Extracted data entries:
——————————

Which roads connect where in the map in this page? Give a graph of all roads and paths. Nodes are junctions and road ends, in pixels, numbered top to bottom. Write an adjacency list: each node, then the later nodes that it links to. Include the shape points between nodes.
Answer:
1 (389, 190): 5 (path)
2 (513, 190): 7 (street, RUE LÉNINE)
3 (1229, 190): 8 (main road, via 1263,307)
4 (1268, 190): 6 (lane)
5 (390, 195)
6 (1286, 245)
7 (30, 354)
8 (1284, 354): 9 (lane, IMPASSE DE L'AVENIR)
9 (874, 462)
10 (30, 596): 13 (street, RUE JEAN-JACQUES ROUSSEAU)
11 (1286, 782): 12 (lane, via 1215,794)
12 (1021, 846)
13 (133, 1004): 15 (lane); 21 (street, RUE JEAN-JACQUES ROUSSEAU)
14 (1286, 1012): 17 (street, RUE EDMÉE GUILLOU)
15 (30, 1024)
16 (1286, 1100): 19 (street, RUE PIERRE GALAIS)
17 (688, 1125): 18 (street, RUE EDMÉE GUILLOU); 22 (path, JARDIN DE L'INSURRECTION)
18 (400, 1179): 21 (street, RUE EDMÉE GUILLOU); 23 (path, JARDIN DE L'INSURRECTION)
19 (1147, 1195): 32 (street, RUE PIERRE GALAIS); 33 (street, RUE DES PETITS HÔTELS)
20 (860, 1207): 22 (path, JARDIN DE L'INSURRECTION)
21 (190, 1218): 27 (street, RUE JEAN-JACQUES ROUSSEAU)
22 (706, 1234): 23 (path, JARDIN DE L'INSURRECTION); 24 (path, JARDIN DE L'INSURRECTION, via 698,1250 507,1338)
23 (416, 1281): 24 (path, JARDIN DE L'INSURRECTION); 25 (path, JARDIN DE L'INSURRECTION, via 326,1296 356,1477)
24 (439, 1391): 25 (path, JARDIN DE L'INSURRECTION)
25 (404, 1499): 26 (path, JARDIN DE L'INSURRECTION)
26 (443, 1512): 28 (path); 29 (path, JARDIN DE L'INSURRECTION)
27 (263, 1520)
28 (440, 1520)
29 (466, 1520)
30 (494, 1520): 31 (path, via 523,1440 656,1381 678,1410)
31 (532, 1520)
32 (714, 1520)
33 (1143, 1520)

——————————

> [What to do] Give back every entry exactly.

> [Response to the exercise]
Which roads connect where in the map in this page? Give a graph of all roads and paths. Nodes are junctions and road ends, in pixels, numbered top to bottom. Write an adjacency list: each node, then the later nodes that it links to. Include the shape points between nodes.
Answer:
1 (389, 190): 5 (path)
2 (513, 190): 7 (street, RUE LÉNINE)
3 (1229, 190): 8 (main road, via 1263,307)
4 (1268, 190): 6 (lane)
5 (390, 195)
6 (1286, 245)
7 (30, 354)
8 (1284, 354): 9 (lane, IMPASSE DE L'AVENIR)
9 (874, 462)
10 (30, 596): 13 (street, RUE JEAN-JACQUES ROUSSEAU)
11 (1286, 782): 12 (lane, via 1215,794)
12 (1021, 846)
13 (133, 1004): 15 (lane); 21 (street, RUE JEAN-JACQUES ROUSSEAU)
14 (1286, 1012): 17 (street, RUE EDMÉE GUILLOU)
15 (30, 1024)
16 (1286, 1100): 19 (street, RUE PIERRE GALAIS)
17 (688, 1125): 18 (street, RUE EDMÉE GUILLOU); 22 (path, JARDIN DE L'INSURRECTION)
18 (400, 1179): 21 (street, RUE EDMÉE GUILLOU); 23 (path, JARDIN DE L'INSURRECTION)
19 (1147, 1195): 32 (street, RUE PIERRE GALAIS); 33 (street, RUE DES PETITS HÔTELS)
20 (860, 1207): 22 (path, JARDIN DE L'INSURRECTION)
21 (190, 1218): 27 (street, RUE JEAN-JACQUES ROUSSEAU)
22 (706, 1234): 23 (path, JARDIN DE L'INSURRECTION); 24 (path, JARDIN DE L'INSURRECTION, via 698,1250 507,1338)
23 (416, 1281): 24 (path, JARDIN DE L'INSURRECTION); 25 (path, JARDIN DE L'INSURRECTION, via 326,1296 356,1477)
24 (439, 1391): 25 (path, JARDIN DE L'INSURRECTION)
25 (404, 1499): 26 (path, JARDIN DE L'INSURRECTION)
26 (443, 1512): 28 (path); 29 (path, JARDIN DE L'INSURRECTION)
27 (263, 1520)
28 (440, 1520)
29 (466, 1520)
30 (494, 1520): 31 (path, via 523,1440 656,1381 678,1410)
31 (532, 1520)
32 (714, 1520)
33 (1143, 1520)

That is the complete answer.